■ **WORK TO COMPLETE**:
The whole of the data is to be returned without a single change.

■ **RECORDS**:
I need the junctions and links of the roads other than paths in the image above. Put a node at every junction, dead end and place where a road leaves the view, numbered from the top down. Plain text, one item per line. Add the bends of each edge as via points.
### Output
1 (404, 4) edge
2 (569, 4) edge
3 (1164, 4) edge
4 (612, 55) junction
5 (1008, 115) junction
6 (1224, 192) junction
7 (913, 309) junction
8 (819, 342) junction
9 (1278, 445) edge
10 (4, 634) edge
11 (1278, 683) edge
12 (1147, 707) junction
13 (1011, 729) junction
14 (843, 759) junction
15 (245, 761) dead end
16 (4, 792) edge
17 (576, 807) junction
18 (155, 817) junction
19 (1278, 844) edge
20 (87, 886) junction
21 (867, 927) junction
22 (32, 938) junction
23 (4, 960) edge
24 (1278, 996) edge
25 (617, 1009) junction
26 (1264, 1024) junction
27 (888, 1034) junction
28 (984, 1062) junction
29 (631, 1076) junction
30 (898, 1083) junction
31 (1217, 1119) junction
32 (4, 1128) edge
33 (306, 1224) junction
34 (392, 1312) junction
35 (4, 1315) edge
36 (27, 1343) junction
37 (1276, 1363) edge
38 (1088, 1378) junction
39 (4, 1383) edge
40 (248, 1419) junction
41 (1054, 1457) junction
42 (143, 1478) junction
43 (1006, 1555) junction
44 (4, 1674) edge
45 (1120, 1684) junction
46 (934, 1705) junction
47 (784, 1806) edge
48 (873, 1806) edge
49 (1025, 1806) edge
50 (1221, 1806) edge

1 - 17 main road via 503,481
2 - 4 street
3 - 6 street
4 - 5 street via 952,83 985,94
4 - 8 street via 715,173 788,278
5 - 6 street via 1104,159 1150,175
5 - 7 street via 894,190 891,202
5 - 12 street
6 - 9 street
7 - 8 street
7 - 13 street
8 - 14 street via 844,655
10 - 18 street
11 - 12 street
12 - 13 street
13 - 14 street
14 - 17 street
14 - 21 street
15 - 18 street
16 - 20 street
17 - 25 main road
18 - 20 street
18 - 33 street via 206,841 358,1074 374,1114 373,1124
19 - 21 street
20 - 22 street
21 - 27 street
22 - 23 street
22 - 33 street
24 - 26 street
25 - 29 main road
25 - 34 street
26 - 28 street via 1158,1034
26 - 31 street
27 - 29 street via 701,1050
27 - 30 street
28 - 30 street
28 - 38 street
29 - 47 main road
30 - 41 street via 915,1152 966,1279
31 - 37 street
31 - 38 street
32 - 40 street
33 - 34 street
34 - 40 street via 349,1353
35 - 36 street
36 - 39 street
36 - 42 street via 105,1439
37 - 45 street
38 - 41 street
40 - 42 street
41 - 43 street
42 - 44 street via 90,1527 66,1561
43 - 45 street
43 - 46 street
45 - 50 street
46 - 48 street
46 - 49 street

■ **EXERCISE RESULT**:
I need the junctions and links of the roads other than paths in the image above. Put a node at every junction, dead end and place where a road leaves the view, numbered from the top down. Plain text, one item per line. Add the bends of each edge as via points.
### Output
1 (404, 4) edge
2 (569, 4) edge
3 (1164, 4) edge
4 (612, 55) junction
5 (1008, 115) junction
6 (1224, 192) junction
7 (913, 309) junction
8 (819, 342) junction
9 (1278, 445) edge
10 (4, 634) edge
11 (1278, 683) edge
12 (1147, 707) junction
13 (1011, 729) junction
14 (843, 759) junction
15 (245, 761) dead end
16 (4, 792) edge
17 (576, 807) junction
18 (155, 817) junction
19 (1278, 844) edge
20 (87, 886) junction
21 (867, 927) junction
22 (32, 938) junction
23 (4, 960) edge
24 (1278, 996) edge
25 (617, 1009) junction
26 (1264, 1024) junction
27 (888, 1034) junction
28 (984, 1062) junction
29 (631, 1076) junction
30 (898, 1083) junction
31 (1217, 1119) junction
32 (4, 1128) edge
33 (306, 1224) junction
34 (392, 1312) junction
35 (4, 1315) edge
36 (27, 1343) junction
37 (1276, 1363) edge
38 (1088, 1378) junction
39 (4, 1383) edge
40 (248, 1419) junction
41 (1054, 1457) junction
42 (143, 1478) junction
43 (1006, 1555) junction
44 (4, 1674) edge
45 (1120, 1684) junction
46 (934, 1705) junction
47 (784, 1806) edge
48 (873, 1806) edge
49 (1025, 1806) edge
50 (1221, 1806) edge

1 - 17 main road via 503,481
2 - 4 street
3 - 6 street
4 - 5 street via 952,83 985,94
4 - 8 street via 715,173 788,278
5 - 6 street via 1104,159 1150,175
5 - 7 street via 894,190 891,202
5 - 12 street
6 - 9 street
7 - 8 street
7 - 13 street
8 - 14 street via 844,655
10 - 18 street
11 - 12 street
12 - 13 street
13 - 14 street
14 - 17 street
14 - 21 street
15 - 18 street
16 - 20 street
17 - 25 main road
18 - 20 street
18 - 33 street via 206,841 358,1074 374,1114 373,1124
19 - 21 street
20 - 22 street
21 - 27 street
22 - 23 street
22 - 33 street
24 - 26 street
25 - 29 main road
25 - 34 street
26 - 28 street via 1158,1034
26 - 31 street
27 - 29 street via 701,1050
27 - 30 street
28 - 30 street
28 - 38 street
29 - 47 main road
30 - 41 street via 915,1152 966,1279
31 - 37 street
31 - 38 street
32 - 40 street
33 - 34 street
34 - 40 street via 349,1353
35 - 36 street
36 - 39 street
36 - 42 street via 105,1439
37 - 45 street
38 - 41 street
40 - 42 street
41 - 43 street
42 - 44 street via 90,1527 66,1561
43 - 45 street
43 - 46 street
45 - 50 street
46 - 48 street
46 - 49 street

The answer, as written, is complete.